Il decreto Caivano è una specie di Ortro, il cane bicefalo. Con una capoccia inasprisce le pene e si ripromette di togliere con più facilità la patria potestà ai genitori, arrivando a minacciare la galera per chi non manda a scuola i figli, e con l’altra taglia i fondi per il settore sociale, sanitario ed educativo e promuove in Piemonte la legge Allontanamento Zero, che limita l’operatività di servizi sociali e giudici in merito agli allontanamenti dei minori dalle famiglie altamente problematiche.
Come per tutto quanto visto finora in capo a Meloni, parentame vario ed ora anche mitologia, c’è una contraddizione tra il “gridato” dai b(r)anchi dell’opposizione e il portato a termine come combriccola del “fatece largo che governamo noi”. (semicit.)
Quel che si vede, ahinoi, non è “intuizione, fantasia, colpo d’occhio e velocità d’esecuzione” (cit.), ma il triste ricorso al solito velo dei piangini (“È tutta colpa dei governi precedenti”), alzato a dissimulare volti lombrosiani che non fanno onore al passato “eroico” di fez e braghe alla zuava.

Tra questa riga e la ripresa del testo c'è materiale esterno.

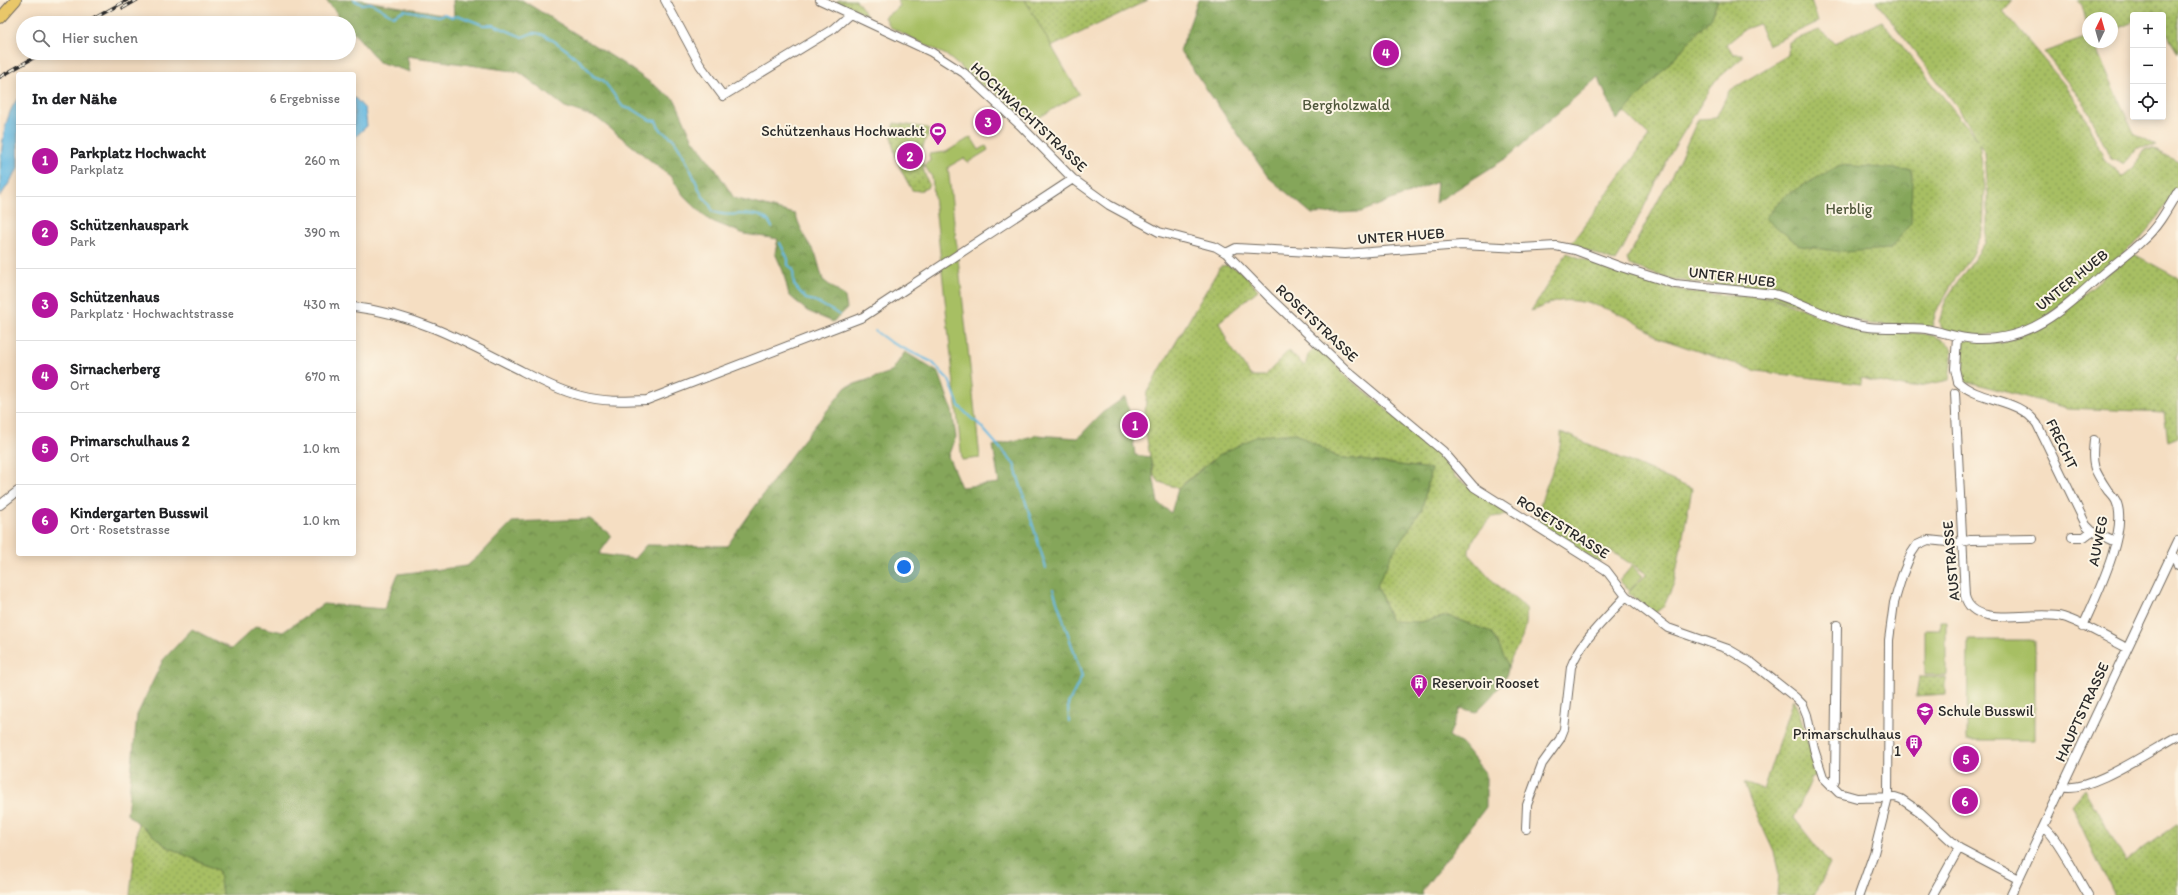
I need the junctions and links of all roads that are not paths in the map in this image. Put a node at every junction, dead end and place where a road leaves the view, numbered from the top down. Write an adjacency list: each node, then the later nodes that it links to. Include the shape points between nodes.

Tutto da quelle parti sa di posticcio. E allora, quando il velo inesorabilmente cala, mostrando i grugni incarogniti dall’inettitudine, l’unica sponda che rimane è il ricorso a un evergreen: la repressione.
Che poi altro non è se non il riportarsi in sintonia con quella Storia a cui questo “gruppo di famiglia” non smette di guardare quando il presente gli dice male.